Proper material selection for both the polymer matrix and the inorganic phase is important in the development of MMM. It has been found that polymer properties as well as inorganic phase properties affect mixed matrix membranes morphology and thus influence the separation performance. Compared to the pure polymer membranes, many polymer-inorganic MMM show higher permeabilities without sacrificing or even improve gas selectivity. Pinnau and He reported an unexpected increase of gas permeability without loss of gas selectivity in a series of high-free-volume glassy polymers whereby inorganic nonporous nanoparticles, such as fumed silica or carbon black, were incorporated into the polymeric matrix. Some experimental studies used carbon nanotubes as inorganic nanofillers to fabricate MMM, and an improvement of the gas permeability compared to the neat polymer membranes was observed. For instance, Kim et al. reported on the addition of carbon nanotubes (CNTs) to poly(imide siloxane) membranes which resulted in increased O2, N2, and CH4 permeability. Cong et al. prepared the brominated poly(2, 6-diphenyl-1,4-phenylene oxide) composite membrane with single-walled CNTs or MWCNTs and found that the low concentration of CNTs addition increases the gas permeability without sacrificing the selectivity. Weng et al. fabricated the MWCNTs/PBNPI membrane. In their results both the permeabilities and the selectivities of H2, CO2, and CH4 improved significantly at high MWCNTs concentrations (>5 wt.%). Based on these investigations, one can conclude that the interaction between polymer matrix and nanotubes may disrupt the polymer chain packing thus enhancing gas diffusion due to introducing more free volume voids between the polymer chains and nanoscale defects on the polymer/nanofillers interface.

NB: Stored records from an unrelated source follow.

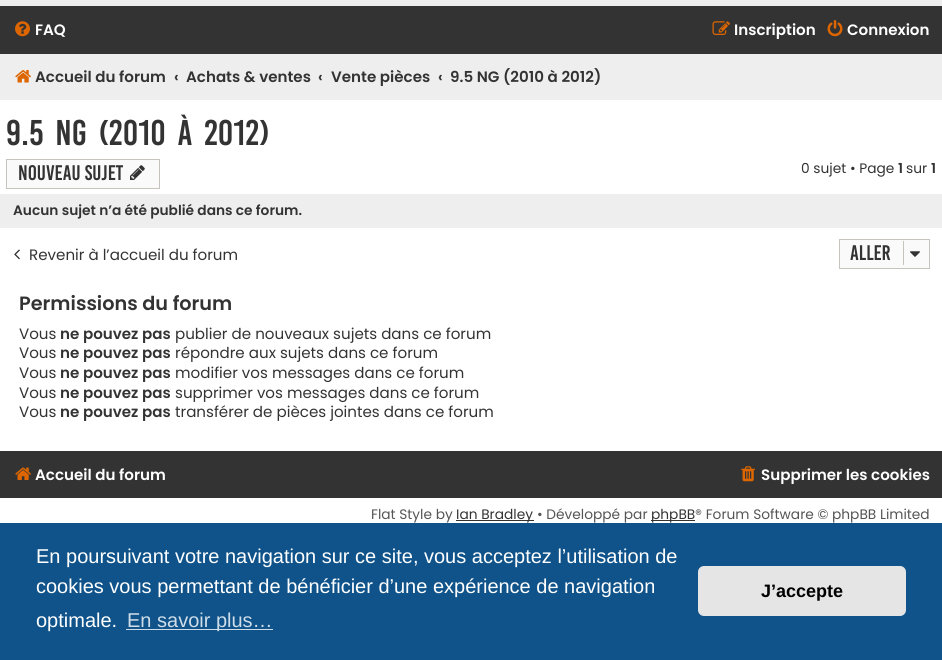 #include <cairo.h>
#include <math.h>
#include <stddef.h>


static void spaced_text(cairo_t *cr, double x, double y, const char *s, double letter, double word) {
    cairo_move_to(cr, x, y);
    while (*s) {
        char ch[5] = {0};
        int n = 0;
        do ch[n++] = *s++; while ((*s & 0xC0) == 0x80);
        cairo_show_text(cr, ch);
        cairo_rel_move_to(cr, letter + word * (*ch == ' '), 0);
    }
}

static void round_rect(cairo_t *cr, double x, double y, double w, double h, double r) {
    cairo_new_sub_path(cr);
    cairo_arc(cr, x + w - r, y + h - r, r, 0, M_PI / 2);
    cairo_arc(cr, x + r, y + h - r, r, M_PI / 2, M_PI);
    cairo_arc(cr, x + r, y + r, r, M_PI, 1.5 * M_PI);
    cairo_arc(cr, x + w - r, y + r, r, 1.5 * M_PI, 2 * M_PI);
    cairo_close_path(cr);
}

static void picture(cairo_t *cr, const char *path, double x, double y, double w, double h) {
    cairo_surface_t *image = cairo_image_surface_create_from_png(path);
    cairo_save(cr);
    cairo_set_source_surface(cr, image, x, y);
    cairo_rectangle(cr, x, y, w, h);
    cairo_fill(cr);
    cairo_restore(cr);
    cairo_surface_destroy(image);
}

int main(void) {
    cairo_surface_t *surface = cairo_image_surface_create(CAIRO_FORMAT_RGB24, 942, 660);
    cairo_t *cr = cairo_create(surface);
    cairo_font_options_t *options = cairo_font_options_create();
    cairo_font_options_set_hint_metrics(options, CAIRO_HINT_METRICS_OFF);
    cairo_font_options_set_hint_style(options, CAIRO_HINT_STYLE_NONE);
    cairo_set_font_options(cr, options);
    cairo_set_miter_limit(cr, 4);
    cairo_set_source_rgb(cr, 1, 1, 1);
    cairo_paint(cr);
    cairo_set_source_rgb(cr, 0.933, 0.933, 0.933);
    cairo_rectangle(cr, 0, 0, 942, 6);
    cairo_fill(cr);
    cairo_set_source_rgb(cr, 0.2, 0.2, 0.2);
    cairo_rectangle(cr, 0, 6, 942, 48);
    cairo_fill(cr);
    picture(cr, "img1.png", 15, 21, 15, 16);
    cairo_select_font_face(cr, "Poppins SemiBold", CAIRO_FONT_SLANT_NORMAL, CAIRO_FONT_WEIGHT_NORMAL);
    cairo_set_font_size(cr, 15.1);
    cairo_set_source_rgb(cr, 1, 1, 1);
    cairo_move_to(cr, 35, 35);
    cairo_show_text(cr, "FAQ");
    picture(cr, "img2.png", 712, 21, 18, 14);
    cairo_move_to(cr, 734, 35);
    cairo_show_text(cr, "Inscription");
    picture(cr, "img3.png", 827, 20, 16, 17);
    cairo_move_to(cr, 847, 35);
    cairo_show_text(cr, "Connexion");
    cairo_set_source_rgb(cr, 0.933, 0.933, 0.933);
    cairo_rectangle(cr, 0, 54, 942, 46);
    cairo_fill(cr);
    picture(cr, "img4.png", 15, 70, 16, 13);
    cairo_set_source_rgb(cr, 0.2, 0.2, 0.2);
    cairo_move_to(cr, 35, 82);
    cairo_show_text(cr, "Accueil du forum");
    cairo_move_to(cr, 174, 82);
    cairo_show_text(cr, "‹");
    cairo_move_to(cr, 186, 82);
    cairo_show_text(cr, "Achats & ventes");
    cairo_move_to(cr, 318, 82);
    cairo_show_text(cr, "‹");
    cairo_move_to(cr, 331, 82);
    cairo_show_text(cr, "Vente pièces");
    cairo_move_to(cr, 438, 82);
    cairo_show_text(cr, "‹");
    cairo_move_to(cr, 450, 82);
    cairo_show_text(cr, "9.5 NG (2010 à 2012)");
    cairo_select_font_face(cr, "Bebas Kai", CAIRO_FONT_SLANT_NORMAL, CAIRO_FONT_WEIGHT_NORMAL);
    cairo_set_font_size(cr, 27.5);
    spaced_text(cr, 6, 145, "9.5 NG (2010 à 2012)", 0, 5);
    cairo_set_source_rgb(cr, 0.98, 0.98, 0.98);
    cairo_rectangle(cr, 6.5, 159.5, 153, 29);
    cairo_fill_preserve(cr);
    cairo_set_source_rgb(cr, 0.78, 0.765, 0.749);
    cairo_set_line_width(cr, 1);
    cairo_stroke(cr);
    cairo_set_font_size(cr, 16.25);
    cairo_set_source_rgb(cr, 0.2, 0.2, 0.2);
    cairo_move_to(cr, 18, 180);
    cairo_show_text(cr, "Nouveau sujet");
    picture(cr, "img5.png", 130, 165, 15, 15);
    cairo_select_font_face(cr, "Poppins", CAIRO_FONT_SLANT_NORMAL, CAIRO_FONT_WEIGHT_NORMAL);
    cairo_set_font_size(cr, 13.75);
    cairo_move_to(cr, 801, 173);
    cairo_show_text(cr, "0 sujet • Page");
    cairo_select_font_face(cr, "Poppins SemiBold", CAIRO_FONT_SLANT_NORMAL, CAIRO_FONT_WEIGHT_NORMAL);
    cairo_move_to(cr, 898, 173);
    cairo_show_text(cr, "1");
    cairo_select_font_face(cr, "Poppins", CAIRO_FONT_SLANT_NORMAL, CAIRO_FONT_WEIGHT_NORMAL);
    cairo_move_to(cr, 906, 173);
    cairo_show_text(cr, "sur");
    cairo_select_font_face(cr, "Poppins SemiBold", CAIRO_FONT_SLANT_NORMAL, CAIRO_FONT_WEIGHT_NORMAL);
    cairo_move_to(cr, 931, 173);
    cairo_show_text(cr, "1");
    cairo_set_source_rgb(cr, 0.933, 0.933, 0.933);
    cairo_rectangle(cr, 0, 194, 942, 34);
    cairo_fill(cr);
    cairo_set_source_rgb(cr, 0.2, 0.2, 0.2);
    cairo_move_to(cr, 13, 215);
    cairo_show_text(cr, "Aucun sujet n’a été publié dans ce forum.");
    picture(cr, "img6.png", 14, 249, 6, 11);
    cairo_select_font_face(cr, "Poppins", CAIRO_FONT_SLANT_NORMAL, CAIRO_FONT_WEIGHT_NORMAL);
    cairo_set_font_size(cr, 15.1);
    cairo_move_to(cr, 29, 260);
    cairo_show_text(cr, "Revenir à l’accueil du forum");
    cairo_set_source_rgb(cr, 0.98, 0.98, 0.98);
    cairo_rectangle(cr, 839.5, 239.5, 90, 29);
    cairo_fill_preserve(cr);
    cairo_set_source_rgb(cr, 0.78, 0.765, 0.749);
    cairo_stroke(cr);
    cairo_select_font_face(cr, "Bebas Kai", CAIRO_FONT_SLANT_NORMAL, CAIRO_FONT_WEIGHT_NORMAL);
    cairo_set_font_size(cr, 16.25);
    cairo_set_source_rgb(cr, 0.2, 0.2, 0.2);
    cairo_move_to(cr, 850, 260);
    cairo_show_text(cr, "Aller");
    cairo_set_source_rgb(cr, 0.78, 0.765, 0.749);
    cairo_rectangle(cr, 903, 241, 1, 24);
    cairo_fill(cr);
    picture(cr, "img7.png", 910, 251, 10, 6);
    cairo_select_font_face(cr, "Poppins SemiBold", CAIRO_FONT_SLANT_NORMAL, CAIRO_FONT_WEIGHT_NORMAL);
    cairo_set_font_size(cr, 19.25);
    cairo_set_source_rgb(cr, 0.2, 0.2, 0.2);
    cairo_move_to(cr, 19, 310);
    cairo_show_text(cr, "Permissions du forum");
    cairo_select_font_face(cr, "Poppins", CAIRO_FONT_SLANT_NORMAL, CAIRO_FONT_WEIGHT_NORMAL);
    cairo_set_font_size(cr, 15.1);
    cairo_move_to(cr, 19, 339);
    cairo_show_text(cr, "Vous");
    cairo_select_font_face(cr, "Poppins SemiBold", CAIRO_FONT_SLANT_NORMAL, CAIRO_FONT_WEIGHT_NORMAL);
    cairo_move_to(cr, 60, 339);
    cairo_show_text(cr, "ne pouvez pas");
    cairo_select_font_face(cr, "Poppins", CAIRO_FONT_SLANT_NORMAL, CAIRO_FONT_WEIGHT_NORMAL);
    cairo_move_to(cr, 175, 339);
    cairo_show_text(cr, "publier de nouveaux sujets dans ce forum");
    cairo_move_to(cr, 19, 358);
    cairo_show_text(cr, "Vous");
    cairo_select_font_face(cr, "Poppins SemiBold", CAIRO_FONT_SLANT_NORMAL, CAIRO_FONT_WEIGHT_NORMAL);
    cairo_move_to(cr, 60, 358);
    cairo_show_text(cr, "ne pouvez pas");
    cairo_select_font_face(cr, "Poppins", CAIRO_FONT_SLANT_NORMAL, CAIRO_FONT_WEIGHT_NORMAL);
    cairo_move_to(cr, 175, 358);
    cairo_show_text(cr, "répondre aux sujets dans ce forum");
    cairo_move_to(cr, 19, 378);
    cairo_show_text(cr, "Vous");
    cairo_select_font_face(cr, "Poppins SemiBold", CAIRO_FONT_SLANT_NORMAL, CAIRO_FONT_WEIGHT_NORMAL);
    cairo_move_to(cr, 60, 378);
    cairo_show_text(cr, "ne pouvez pas");
    cairo_select_font_face(cr, "Poppins", CAIRO_FONT_SLANT_NORMAL, CAIRO_FONT_WEIGHT_NORMAL);
    cairo_move_to(cr, 175, 378);
    cairo_show_text(cr, "modifier vos messages dans ce forum");
    cairo_move_to(cr, 19, 398);
    cairo_show_text(cr, "Vous");
    cairo_select_font_face(cr, "Poppins SemiBold", CAIRO_FONT_SLANT_NORMAL, CAIRO_FONT_WEIGHT_NORMAL);
    cairo_move_to(cr, 60, 398);
    cairo_show_text(cr, "ne pouvez pas");
    cairo_select_font_face(cr, "Poppins", CAIRO_FONT_SLANT_NORMAL, CAIRO_FONT_WEIGHT_NORMAL);
    cairo_move_to(cr, 175, 398);
    cairo_show_text(cr, "supprimer vos messages dans ce forum");
    cairo_move_to(cr, 19, 417);
    cairo_show_text(cr, "Vous");
    cairo_select_font_face(cr, "Poppins SemiBold", CAIRO_FONT_SLANT_NORMAL, CAIRO_FONT_WEIGHT_NORMAL);
    cairo_move_to(cr, 60, 417);
    cairo_show_text(cr, "ne pouvez pas");
    cairo_select_font_face(cr, "Poppins", CAIRO_FONT_SLANT_NORMAL, CAIRO_FONT_WEIGHT_NORMAL);
    cairo_move_to(cr, 175, 417);
    cairo_show_text(cr, "transférer de pièces jointes dans ce forum");
    cairo_rectangle(cr, 0, 451, 942, 47);
    cairo_fill(cr);
    picture(cr, "img8.png", 15, 467, 16, 13);
    cairo_select_font_face(cr, "Poppins SemiBold", CAIRO_FONT_SLANT_NORMAL, CAIRO_FONT_WEIGHT_NORMAL);
    cairo_set_source_rgb(cr, 1, 1, 1);
    cairo_move_to(cr, 35, 480);
    cairo_show_text(cr, "Accueil du forum");
    picture(cr, "img9.png", 741, 466, 14, 16);
    cairo_move_to(cr, 761, 480);
    cairo_show_text(cr, "Supprimer les cookies");
    cairo_select_font_face(cr, "Poppins", CAIRO_FONT_SLANT_NORMAL, CAIRO_FONT_WEIGHT_NORMAL);
    cairo_set_font_size(cr, 13.75);
    cairo_set_source_rgb(cr, 0.333, 0.333, 0.333);
    cairo_move_to(cr, 371, 519);
    cairo_show_text(cr, "Flat Style by");
    cairo_set_source_rgb(cr, 0.2, 0.2, 0.2);
    cairo_rectangle(cr, 456, 520, 78, 1);
    cairo_fill(cr);
    cairo_move_to(cr, 456, 519);
    cairo_show_text(cr, "Ian Bradley");
    cairo_set_source_rgb(cr, 0.333, 0.333, 0.333);
    cairo_move_to(cr, 537, 519);
    cairo_show_text(cr, "• Développé par");
    cairo_set_source_rgb(cr, 0.2, 0.2, 0.2);
    cairo_rectangle(cr, 651, 520, 44, 1);
    cairo_fill(cr);
    cairo_move_to(cr, 651, 519);
    cairo_show_text(cr, "phpBB");
    cairo_set_source_rgb(cr, 0.333, 0.333, 0.333);
    cairo_move_to(cr, 695, 519);
    cairo_show_text(cr, "® Forum Software © phpBB Limited");
    cairo_set_source_rgb(cr, 0.059, 0.325, 0.541);
    cairo_rectangle(cr, 0, 523, 942, 137);
    cairo_fill(cr);
    cairo_select_font_face(cr, "Liberation Sans", CAIRO_FONT_SLANT_NORMAL, CAIRO_FONT_WEIGHT_NORMAL);
    cairo_set_font_size(cr, 20);
    cairo_set_source_rgb(cr, 1, 1, 1);
    cairo_move_to(cr, 36, 563);
    cairo_show_text(cr, "En poursuivant votre navigation sur ce site, vous acceptez l’utilisation de");
    cairo_move_to(cr, 36, 593);
    cairo_show_text(cr, "cookies vous permettant de bénéficier d’une expérience de navigation");
    cairo_move_to(cr, 36, 627);
    cairo_show_text(cr, "optimale.");
    cairo_set_source_rgb(cr, 0.812, 0.867, 0.91);
    cairo_rectangle(cr, 126, 629, 147, 1);
    cairo_fill(cr);
    cairo_move_to(cr, 127, 627);
    cairo_show_text(cr, "En savoir plus…");
    cairo_set_source_rgb(cr, 0.898, 0.898, 0.898);
    round_rect(cr, 698, 566, 208, 50, 6);
    cairo_fill(cr);
    cairo_select_font_face(cr, "Liberation Sans", CAIRO_FONT_SLANT_NORMAL, CAIRO_FONT_WEIGHT_BOLD);
    cairo_set_font_size(cr, 18);
    cairo_set_source_rgb(cr, 0, 0, 0);
    cairo_move_to(cr, 761, 597);
    cairo_show_text(cr, "J’accepte");
    cairo_surface_write_to_png(surface, "page.png");
    cairo_font_options_destroy(options);
    cairo_destroy(cr);
    cairo_surface_destroy(surface);
    return 0;
}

Tailoring the free volume cavities by controlling the macromolecule's size and shape of the microporous polymer directly influences gas transport properties. In particular, a novel class of high free volume, glassy, ladder-type polymers, referred to as polymer of intrinsic microporosity (PIM), is a potential candidate for highly effective gas separation membranes comprising the capability for gas permeability and selectivity optimization by changing the polymer chain packing. McKeown et al.[17, 18] were the first to report this new class of rigid ladder-type polydioxanes containing highly contorted chains. Among these, PIM-1, containing the contorted spirobisindane unit, has attracted the most attention due to its relative ease of synthesizing high molecular weight polymers and the combining outstanding permeability with relatively moderate but technically attractive selectivity[19, 20], especially for O2/N2 and CO2/CH4 pairs, which shows the upper bound trade-off introduced by Robeson. However, a major drawback in the practical use of PIM-1 is the significant decay of its gas permeability with time.

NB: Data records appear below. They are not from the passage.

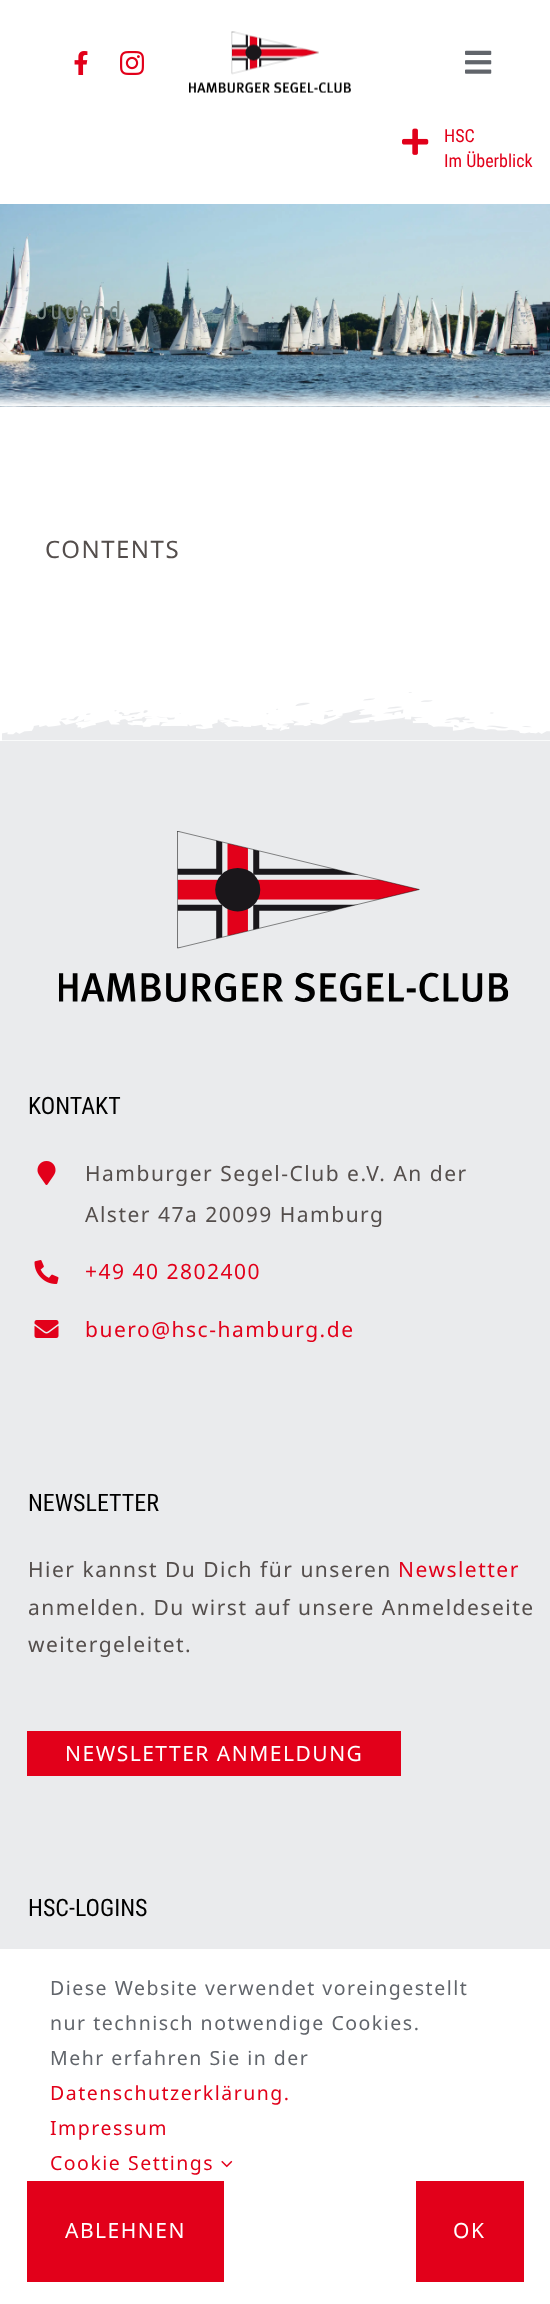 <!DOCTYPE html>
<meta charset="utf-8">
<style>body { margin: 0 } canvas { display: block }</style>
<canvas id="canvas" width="550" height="2304"></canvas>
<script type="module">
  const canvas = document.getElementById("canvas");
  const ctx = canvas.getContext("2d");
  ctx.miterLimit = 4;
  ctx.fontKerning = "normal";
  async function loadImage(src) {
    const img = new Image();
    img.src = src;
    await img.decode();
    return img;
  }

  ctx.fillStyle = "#ffffff";
  ctx.fillRect(0, 0, 550, 2304);
  ctx.drawImage(await loadImage("img1.png"), 74, 51, 14, 24);
  ctx.drawImage(await loadImage("img2.png"), 120, 51, 24, 24);
  ctx.drawImage(await loadImage("img3.png"), 189, 31, 162, 62);
  ctx.drawImage(await loadImage("img4.png"), 402, 128, 27, 27);
  ctx.font = "18px Roboto Condensed";
  ctx.fillStyle = "#e2001a";
  ctx.fillText("HSC", 444, 142);
  ctx.fillText("Im Überblick", 444, 167);
  ctx.drawImage(await loadImage("img5.png"), 465, 50, 27, 24);
  ctx.fillStyle = "#f0f1f2";
  ctx.fillRect(0, 406, 550, 1);
  ctx.drawImage(await loadImage("img6.png"), 0, 204, 550, 203);
  ctx.letterSpacing = "3px";
  ctx.font = "24px Roboto Condensed";
  ctx.fillStyle = "#788683";
  ctx.fillText("Jugend", 36, 319);
  ctx.letterSpacing = "1.5px";
  ctx.font = "24px Noto Sans";
  ctx.fillStyle = "#544e4c";
  ctx.fillText("CONTENTS", 45, 558);
  ctx.drawImage(await loadImage("img7.png"), 2, 692, 548, 49);
  ctx.fillStyle = "#eaebed";
  ctx.fillRect(0, 741, 550, 1208);
  ctx.drawImage(await loadImage("img8.png"), 59, 831, 450, 171);
  ctx.letterSpacing = "0px";
  ctx.font = "24px Roboto Condensed";
  ctx.fillStyle = "#000000";
  ctx.fillText("KONTAKT", 28, 1114);
  ctx.drawImage(await loadImage("img9.png"), 37, 1161, 19, 24);
  ctx.letterSpacing = "1.5px";
  ctx.font = "21px Noto Sans";
  ctx.fillStyle = "#544e4c";
  ctx.fillText("Hamburger Segel-Club e.V. An der", 85, 1181);
  ctx.fillText("Alster 47a 20099 Hamburg", 85, 1222);
  ctx.drawImage(await loadImage("img10.png"), 34, 1260, 25, 24);
  ctx.fillStyle = "#e2001a";
  ctx.fillText("+49 40 2802400", 85, 1279);
  ctx.drawImage(await loadImage("img11.png"), 34, 1320, 25, 18);
  ctx.fillText("buero@hsc-hamburg.de", 85, 1337);
  ctx.letterSpacing = "0px";
  ctx.font = "24px Roboto Condensed";
  ctx.fillStyle = "#000000";
  ctx.fillText("NEWSLETTER", 28, 1511);
  ctx.letterSpacing = "1.5px";
  ctx.font = "21px Noto Sans";
  ctx.fillStyle = "#544e4c";
  ctx.fillText("Hier kannst Du Dich für unseren", 28, 1577);
  ctx.fillStyle = "#e2001a";
  ctx.fillText("Newsletter", 398, 1577);
  ctx.fillStyle = "#544e4c";
  ctx.fillText("anmelden. Du wirst auf unsere Anmeldeseite", 28, 1615);
  ctx.fillText("weitergeleitet.", 28, 1652);
  ctx.fillStyle = "#e2001a";
  ctx.fillRect(27, 1731, 374, 45);
  ctx.fillStyle = "#ffffff";
  ctx.fillText("NEWSLETTER ANMELDUNG", 65, 1761);
  ctx.letterSpacing = "0px";
  ctx.font = "24px Roboto Condensed";
  ctx.fillStyle = "#000000";
  ctx.fillText("HSC-LOGINS", 28, 1916);
  ctx.letterSpacing = "1.5px";
  ctx.font = "19.5px Noto Sans";
  ctx.fillStyle = "#61656b";
  ctx.fillText("Diese Website verwendet voreingestellt", 50, 1995);
  ctx.fillText("nur technisch notwendige Cookies.", 50, 2030);
  ctx.fillText("Mehr erfahren Sie in der", 50, 2065);
  ctx.fillStyle = "#e2001a";
  ctx.fillText("Datenschutzerklärung.", 50, 2100);
  ctx.fillText("Impressum", 50, 2135);
  ctx.fillText("Cookie Settings", 50, 2170);
  ctx.drawImage(await loadImage("img12.png"), 221, 2160, 12, 8);
  ctx.fillRect(27, 2181, 197, 101);
  ctx.font = "21px Noto Sans";
  ctx.fillStyle = "#ffffff";
  ctx.fillText("ABLEHNEN", 65, 2238);
  ctx.fillStyle = "#e2001a";
  ctx.fillRect(416, 2181, 108, 101);
  ctx.fillStyle = "#ffffff";
  ctx.fillText("OK", 453, 2238);
</script>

In the present work, MMM were fabricated by loading of functionalized MWCNTs (f-MWCNTs) as an inorganic dispersed phase and PIM-1 as a polymer matrix. The MWCNTs were chosen because they had been proven to be promising nanofillers in tailoring polymeric material suited to be prescribed for application even at low incorporation. To the best of our knowledge, so far there is no literature available on using MWCNTs combined with PIM-1 as polymer matrix for gas separation. However, it is well documented that for sufficient enhancement of MMM performance, the dispersion of MWCNTs in the polymer matrix should be very fine, which means that the surface interaction between the filler and the polymer matrices should be strong. In response to that, the MWCNTs were functionalized with poly(ethylene glycol) (PEG) as a spacer via ‘grafting to’ method to facilitate their dispersion in the PIM-1 matrix. The as-prepared MMM were characterized for their morphology using scanning electron microscopy (SEM). Gas permeability, permselectivity, and long term membrane stability were studied by pure gas permeation measurements.